Historically, Traditional Hawaiian planters filled these arable lands or kula with food and material crops. Olowalu was known for dry land taro and luxuriant shady breadfruit groves. Other crops such as sweet potato and plants that produced useful materials for clothing, shelter and transport, such as kukui, wauke, 'olona, pili and naio were also plentiful. A meandering stream and network of irrigation ditches nourished these crops.

Paradise Not Paradise

The top of the Olowalu ahupuaʻa on Pu'u Kukui reaches 4,457 feet (1,358 m) feet. Its boundaries trace downhill between LThau Mountain on the north and LThau 'Ula Mountain on the south. Olowalu Valley and 'Iao Valley were linked by an ancient trail until landslides covered the summit.

Olowalu Valley opens up to a fan-shaped alluvial plain.

When the Olowalu hills were cleared of sandalwood and hardwoods, Olowalu Valley became a much dryer environment, from mountains to shore.

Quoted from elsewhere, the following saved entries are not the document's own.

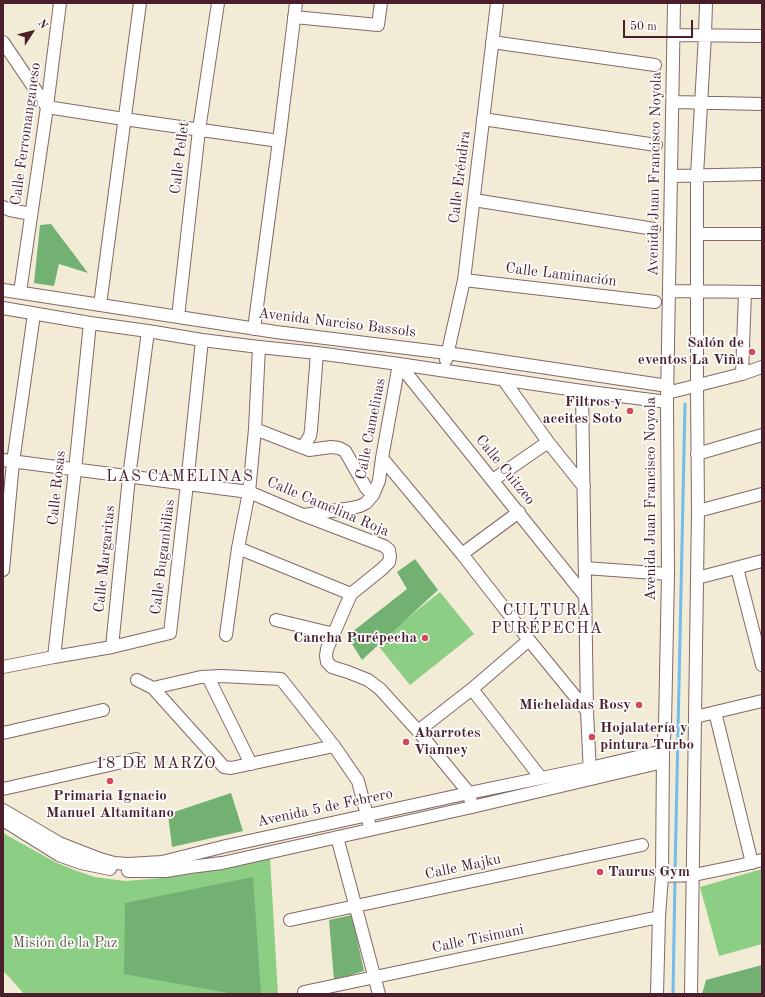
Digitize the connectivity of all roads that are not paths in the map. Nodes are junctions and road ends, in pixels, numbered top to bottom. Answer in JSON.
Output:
{"nodes":[{"id":1,"x":60,"y":3,"type":"edge"},
{"id":2,"x":140,"y":3,"type":"edge"},
{"id":3,"x":218,"y":3,"type":"edge"},
{"id":4,"x":296,"y":3,"type":"edge"},
{"id":5,"x":381,"y":3,"type":"edge"},
{"id":6,"x":497,"y":3,"type":"edge"},
{"id":7,"x":674,"y":3,"type":"edge"},
{"id":8,"x":706,"y":3,"type":"edge"},
{"id":9,"x":294,"y":17,"type":"junction"},
{"id":10,"x":674,"y":35,"type":"junction"},
{"id":11,"x":705,"y":35,"type":"junction"},
{"id":12,"x":762,"y":36,"type":"edge"},
{"id":13,"x":3,"y":42,"type":"edge"},
{"id":14,"x":492,"y":42,"type":"junction"},
{"id":15,"x":655,"y":65,"type":"dead end"},
{"id":16,"x":672,"y":102,"type":"junction"},
{"id":17,"x":701,"y":103,"type":"junction"},
{"id":18,"x":762,"y":104,"type":"edge"},
{"id":19,"x":47,"y":107,"type":"junction"},
{"id":20,"x":124,"y":119,"type":"junction"},
{"id":21,"x":484,"y":119,"type":"junction"},
{"id":22,"x":199,"y":130,"type":"junction"},
{"id":23,"x":279,"y":141,"type":"junction"},
{"id":24,"x":656,"y":145,"type":"dead end"},
{"id":25,"x":762,"y":174,"type":"edge"},
{"id":26,"x":697,"y":175,"type":"junction"},
{"id":27,"x":671,"y":176,"type":"junction"},
{"id":28,"x":474,"y":200,"type":"junction"},
{"id":29,"x":3,"y":207,"type":"edge"},
{"id":30,"x":31,"y":214,"type":"junction"},
{"id":31,"x":654,"y":229,"type":"dead end"},
{"id":32,"x":697,"y":234,"type":"junction"},
{"id":33,"x":762,"y":234,"type":"edge"},
{"id":34,"x":464,"y":280,"type":"junction"},
{"id":35,"x":3,"y":290,"type":"edge"},
{"id":36,"x":669,"y":291,"type":"junction"},
{"id":37,"x":697,"y":291,"type":"junction"},
{"id":38,"x":20,"y":292,"type":"junction"},
{"id":39,"x":745,"y":292,"type":"junction"},
{"id":40,"x":762,"y":292,"type":"edge"},
{"id":41,"x":655,"y":302,"type":"dead end"},
{"id":42,"x":100,"y":305,"type":"junction"},
{"id":43,"x":3,"y":308,"type":"edge"},
{"id":44,"x":34,"y":314,"type":"junction"},
{"id":45,"x":178,"y":317,"type":"junction"},
{"id":46,"x":90,"y":323,"type":"junction"},
{"id":47,"x":254,"y":329,"type":"junction"},
{"id":48,"x":148,"y":330,"type":"junction"},
{"id":49,"x":202,"y":340,"type":"junction"},
{"id":50,"x":259,"y":348,"type":"junction"},
{"id":51,"x":318,"y":353,"type":"junction"},
{"id":52,"x":447,"y":353,"type":"junction"},
{"id":53,"x":399,"y":364,"type":"junction"},
{"id":54,"x":762,"y":367,"type":"edge"},
{"id":55,"x":443,"y":371,"type":"junction"},
{"id":56,"x":742,"y":374,"type":"junction"},
{"id":57,"x":503,"y":379,"type":"junction"},
{"id":58,"x":697,"y":386,"type":"junction"},
{"id":59,"x":582,"y":391,"type":"junction"},
{"id":60,"x":667,"y":394,"type":"junction"},
{"id":61,"x":255,"y":429,"type":"junction"},
{"id":62,"x":762,"y":435,"type":"edge"},
{"id":63,"x":548,"y":442,"type":"junction"},
{"id":64,"x":303,"y":447,"type":"junction"},
{"id":65,"x":697,"y":454,"type":"junction"},
{"id":66,"x":382,"y":458,"type":"junction"},
{"id":67,"x":8,"y":461,"type":"edge"},
{"id":68,"x":76,"y":470,"type":"junction"},
{"id":69,"x":129,"y":477,"type":"junction"},
{"id":70,"x":493,"y":480,"type":"junction"},
{"id":71,"x":187,"y":484,"type":"junction"},
{"id":72,"x":584,"y":487,"type":"junction"},
{"id":73,"x":249,"y":492,"type":"junction"},
{"id":74,"x":762,"y":494,"type":"edge"},
{"id":75,"x":373,"y":495,"type":"junction"},
{"id":76,"x":698,"y":510,"type":"junction"},
{"id":77,"x":519,"y":512,"type":"junction"},
{"id":78,"x":303,"y":515,"type":"junction"},
{"id":79,"x":238,"y":548,"type":"junction"},
{"id":80,"x":462,"y":554,"type":"junction"},
{"id":81,"x":762,"y":561,"type":"edge"},
{"id":82,"x":585,"y":568,"type":"junction"},
{"id":83,"x":737,"y":568,"type":"junction"},
{"id":84,"x":3,"y":570,"type":"edge"},
{"id":85,"x":668,"y":574,"type":"junction"},
{"id":86,"x":697,"y":578,"type":"junction"},
{"id":87,"x":351,"y":594,"type":"junction"},
{"id":88,"x":586,"y":596,"type":"junction"},
{"id":89,"x":276,"y":620,"type":"dead end"},
{"id":90,"x":334,"y":634,"type":"junction"},
{"id":91,"x":226,"y":635,"type":"dead end"},
{"id":92,"x":529,"y":640,"type":"junction"},
{"id":93,"x":112,"y":647,"type":"junction"},
{"id":94,"x":54,"y":657,"type":"junction"},
{"id":95,"x":762,"y":665,"type":"edge"},
{"id":96,"x":3,"y":668,"type":"edge"},
{"id":97,"x":208,"y":677,"type":"junction"},
{"id":98,"x":137,"y":680,"type":"dead end"},
{"id":99,"x":153,"y":688,"type":"junction"},
{"id":100,"x":472,"y":689,"type":"junction"},
{"id":101,"x":762,"y":701,"type":"edge"},
{"id":102,"x":103,"y":710,"type":"dead end"},
{"id":103,"x":587,"y":711,"type":"junction"},
{"id":104,"x":715,"y":712,"type":"junction"},
{"id":105,"x":695,"y":717,"type":"junction"},
{"id":106,"x":418,"y":731,"type":"junction"},
{"id":107,"x":3,"y":733,"type":"edge"},
{"id":108,"x":334,"y":746,"type":"junction"},
{"id":109,"x":663,"y":756,"type":"junction"},
{"id":110,"x":136,"y":759,"type":"dead end"},
{"id":111,"x":251,"y":764,"type":"junction"},
{"id":112,"x":590,"y":773,"type":"junction"},
{"id":113,"x":541,"y":778,"type":"junction"},
{"id":114,"x":3,"y":789,"type":"edge"},
{"id":115,"x":469,"y":793,"type":"junction"},
{"id":116,"x":472,"y":807,"type":"junction"},
{"id":117,"x":3,"y":810,"type":"edge"},
{"id":118,"x":367,"y":816,"type":"junction"},
{"id":119,"x":3,"y":820,"type":"edge"},
{"id":120,"x":371,"y":830,"type":"junction"},
{"id":121,"x":337,"y":837,"type":"junction"},
{"id":122,"x":642,"y":845,"type":"dead end"},
{"id":123,"x":217,"y":849,"type":"junction"},
{"id":124,"x":757,"y":861,"type":"edge"},
{"id":125,"x":222,"y":863,"type":"junction"},
{"id":126,"x":666,"y":876,"type":"junction"},
{"id":127,"x":690,"y":876,"type":"junction"},
{"id":128,"x":356,"y":906,"type":"junction"},
{"id":129,"x":659,"y":917,"type":"junction"},
{"id":130,"x":290,"y":920,"type":"dead end"},
{"id":131,"x":374,"y":977,"type":"junction"},
{"id":132,"x":304,"y":992,"type":"dead end"},
{"id":133,"x":379,"y":994,"type":"edge"},
{"id":134,"x":657,"y":994,"type":"edge"},
{"id":135,"x":691,"y":994,"type":"edge"}],
"edges":[{"from":1,"to":19,"type":"street","name":"Calle Ferromanganeso"},
{"from":2,"to":20,"type":"street"},
{"from":3,"to":22,"type":"street","name":"Calle Pellet"},
{"from":4,"to":9,"type":"street"},
{"from":5,"to":9,"type":"street"},
{"from":6,"to":14,"type":"street","name":"Calle Eréndira"},
{"from":7,"to":10,"type":"street","name":"Avenida Juan Francisco Noyola"},
{"from":8,"to":11,"type":"street"},
{"from":9,"to":23,"type":"street"},
{"from":10,"to":11,"type":"street"},
{"from":10,"to":16,"type":"street","name":"Avenida Juan Francisco Noyola"},
{"from":11,"to":12,"type":"street"},
{"from":11,"to":17,"type":"street"},
{"from":13,"to":19,"type":"street"},
{"from":14,"to":15,"type":"street"},
{"from":14,"to":21,"type":"street","name":"Calle Eréndira"},
{"from":16,"to":17,"type":"street"},
{"from":16,"to":27,"type":"street","name":"Avenida Juan Francisco Noyola"},
{"from":17,"to":18,"type":"street"},
{"from":17,"to":26,"type":"street"},
{"from":19,"to":20,"type":"street"},
{"from":19,"to":30,"type":"street","name":"Calle Ferromanganeso"},
{"from":20,"to":22,"type":"street"},
{"from":20,"to":42,"type":"street"},
{"from":21,"to":24,"type":"street"},
{"from":21,"to":28,"type":"street","name":"Calle Eréndira"},
{"from":22,"to":23,"type":"street"},
{"from":22,"to":45,"type":"street","name":"Calle Pellet"},
{"from":23,"to":47,"type":"street"},
{"from":25,"to":26,"type":"street"},
{"from":26,"to":27,"type":"street"},
{"from":26,"to":32,"type":"street"},
{"from":27,"to":36,"type":"street","name":"Avenida Juan Francisco Noyola"},
{"from":28,"to":31,"type":"street"},
{"from":28,"to":34,"type":"street","name":"Calle Eréndira"},
{"from":29,"to":30,"type":"street"},
{"from":30,"to":38,"type":"street","name":"Calle Ferromanganeso"},
{"from":32,"to":33,"type":"street"},
{"from":32,"to":37,"type":"street"},
{"from":34,"to":41,"type":"street","name":"Calle Laminación"},
{"from":34,"to":52,"type":"street","name":"Calle Eréndira"},
{"from":35,"to":38,"type":"street","name":"Avenida Narciso Bassols"},
{"from":36,"to":37,"type":"street"},
{"from":36,"to":60,"type":"street","name":"Avenida Juan Francisco Noyola"},
{"from":37,"to":39,"type":"street"},
{"from":37,"to":58,"type":"street"},
{"from":38,"to":42,"type":"street","name":"Avenida Narciso Bassols"},
{"from":39,"to":40,"type":"street"},
{"from":39,"to":56,"type":"street"},
{"from":42,"to":45,"type":"street","name":"Avenida Narciso Bassols"},
{"from":43,"to":44,"type":"street"},
{"from":44,"to":46,"type":"street"},
{"from":44,"to":67,"type":"street"},
{"from":45,"to":47,"type":"street","name":"Avenida Narciso Bassols"},
{"from":46,"to":48,"type":"street"},
{"from":46,"to":68,"type":"street","name":"Calle Rosas"},
{"from":47,"to":52,"type":"street","name":"Avenida Narciso Bassols"},
{"from":48,"to":49,"type":"street"},
{"from":48,"to":69,"type":"street","name":"Calle Margaritas"},
{"from":49,"to":50,"type":"street"},
{"from":49,"to":71,"type":"street","name":"Calle Bugambilias"},
{"from":50,"to":51,"type":"street"},
{"from":50,"to":61,"type":"street"},
{"from":51,"to":53,"type":"street"},
{"from":51,"to":64,"type":"street"},
{"from":52,"to":55,"type":"street","name":"Calle Eréndira"},
{"from":52,"to":60,"type":"street","name":"Avenida Narciso Bassols"},
{"from":53,"to":55,"type":"street"},
{"from":53,"to":66,"type":"street","name":"Calle Camelinas"},
{"from":53,"to":70,"type":"street","name":"Calle Cuitzeo"},
{"from":54,"to":56,"type":"street"},
{"from":55,"to":57,"type":"street"},
{"from":56,"to":58,"type":"street"},
{"from":57,"to":59,"type":"street"},
{"from":57,"to":63,"type":"street"},
{"from":58,"to":60,"type":"street"},
{"from":58,"to":65,"type":"street"},
{"from":59,"to":60,"type":"street"},
{"from":59,"to":72,"type":"street"},
{"from":60,"to":85,"type":"street","name":"Avenida Juan Francisco Noyola"},
{"from":61,"to":64,"type":"street"},
{"from":61,"to":73,"type":"street"},
{"from":62,"to":65,"type":"street"},
{"from":63,"to":70,"type":"street"},
{"from":63,"to":72,"type":"street"},
{"from":64,"to":75,"type":"street"},
{"from":65,"to":76,"type":"street"},
{"from":66,"to":75,"type":"street","name":"Calle Camelinas"},
{"from":66,"to":80,"type":"street"},
{"from":67,"to":68,"type":"street","name":"Calle Camelina Roja"},
{"from":67,"to":84,"type":"street"},
{"from":68,"to":69,"type":"street","name":"Calle Camelina Roja"},
{"from":68,"to":94,"type":"street","name":"Calle Rosas"},
{"from":69,"to":71,"type":"street","name":"Calle Camelina Roja"},
{"from":69,"to":93,"type":"street","name":"Calle Margaritas"},
{"from":70,"to":77,"type":"street","name":"Calle Cuitzeo"},
{"from":71,"to":73,"type":"street","name":"Calle Camelina Roja"},
{"from":71,"to":93,"type":"street","name":"Calle Bugambilias"},
{"from":72,"to":82,"type":"street"},
{"from":73,"to":78,"type":"street","name":"Calle Camelina Roja"},
{"from":73,"to":79,"type":"street"},
{"from":74,"to":76,"type":"street"},
{"from":75,"to":78,"type":"street","name":"Calle Camelinas"},
{"from":76,"to":86,"type":"street"},
{"from":77,"to":80,"type":"street"},
{"from":77,"to":88,"type":"street","name":"Calle Cuitzeo"},
{"from":78,"to":87,"type":"street","name":"Calle Camelina Roja"},
{"from":79,"to":87,"type":"street"},
{"from":79,"to":91,"type":"street"},
{"from":80,"to":92,"type":"street"},
{"from":81,"to":83,"type":"street"},
{"from":82,"to":85,"type":"street"},
{"from":82,"to":88,"type":"street"},
{"from":83,"to":86,"type":"street"},
{"from":83,"to":95,"type":"street"},
{"from":85,"to":109,"type":"street","name":"Avenida Juan Francisco Noyola"},
{"from":86,"to":105,"type":"street"},
{"from":87,"to":90,"type":"street"},
{"from":88,"to":103,"type":"street"},
{"from":89,"to":90,"type":"street"},
{"from":90,"to":106,"type":"street"},
{"from":92,"to":100,"type":"street"},
{"from":92,"to":103,"type":"street"},
{"from":93,"to":94,"type":"street","name":"Calle Bugambilias"},
{"from":94,"to":96,"type":"street","name":"Calle Bugambilias"},
{"from":97,"to":99,"type":"street"},
{"from":97,"to":108,"type":"street"},
{"from":97,"to":111,"type":"street"},
{"from":98,"to":99,"type":"street"},
{"from":99,"to":111,"type":"street"},
{"from":100,"to":106,"type":"street"},
{"from":100,"to":113,"type":"street"},
{"from":101,"to":104,"type":"street"},
{"from":102,"to":107,"type":"street"},
{"from":103,"to":112,"type":"street"},
{"from":104,"to":105,"type":"street"},
{"from":104,"to":124,"type":"street"},
{"from":105,"to":127,"type":"street"},
{"from":106,"to":115,"type":"street"},
{"from":108,"to":111,"type":"street"},
{"from":108,"to":118,"type":"street"},
{"from":109,"to":112,"type":"street","name":"Avenida 5 de Febrero"},
{"from":109,"to":126,"type":"street","name":"Avenida Juan Francisco Noyola"},
{"from":110,"to":114,"type":"street"},
{"from":112,"to":113,"type":"street","name":"Avenida 5 de Febrero"},
{"from":112,"to":116,"type":"street","name":"Avenida 5 de Febrero"},
{"from":113,"to":115,"type":"street","name":"Avenida 5 de Febrero"},
{"from":115,"to":116,"type":"street"},
{"from":115,"to":118,"type":"street","name":"Avenida 5 de Febrero"},
{"from":116,"to":120,"type":"street","name":"Avenida 5 de Febrero"},
{"from":117,"to":123,"type":"street","name":"Avenida 5 de Febrero"},
{"from":118,"to":120,"type":"street"},
{"from":118,"to":123,"type":"street","name":"Avenida 5 de Febrero"},
{"from":119,"to":125,"type":"street","name":"Avenida 5 de Febrero"},
{"from":120,"to":121,"type":"street","name":"Avenida 5 de Febrero"},
{"from":121,"to":125,"type":"street","name":"Avenida 5 de Febrero"},
{"from":121,"to":128,"type":"street"},
{"from":122,"to":128,"type":"street","name":"Calle Majku"},
{"from":123,"to":125,"type":"street"},
{"from":124,"to":127,"type":"street"},
{"from":126,"to":127,"type":"street"},
{"from":126,"to":129,"type":"street","name":"Avenida Juan Francisco Noyola"},
{"from":127,"to":135,"type":"street"},
{"from":128,"to":130,"type":"street","name":"Calle Majku"},
{"from":128,"to":131,"type":"street"},
{"from":129,"to":131,"type":"street","name":"Calle Tisimani"},
{"from":129,"to":134,"type":"street","name":"Avenida Juan Francisco Noyola"},
{"from":131,"to":132,"type":"street","name":"Calle Tisimani"},
{"from":131,"to":133,"type":"street"}]}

Reforestation of LThau with sandalwood and 'ohi'a lehua is a major long-range goal of the OCR, and a huge undertaking requiring partnership with the Hawaii Department of Land and Natural Resources (DLNR).

Increased condensation drip in the high forest, added to conservation methods on the kula, are an opportunity to restore past moisture levels to Olowalu Valley. Every activity in an ahupua'a was carried out within the context of a spiritual and cultural belief system that maintained harmony, balance, and peace for both seen and unseen life forms of all creation. Restoring the OCR is a foundation for bringing the concept of sanctuary back into present day culture, and redeeming the powerful history of Olowalu as a functioning pu'uhonua.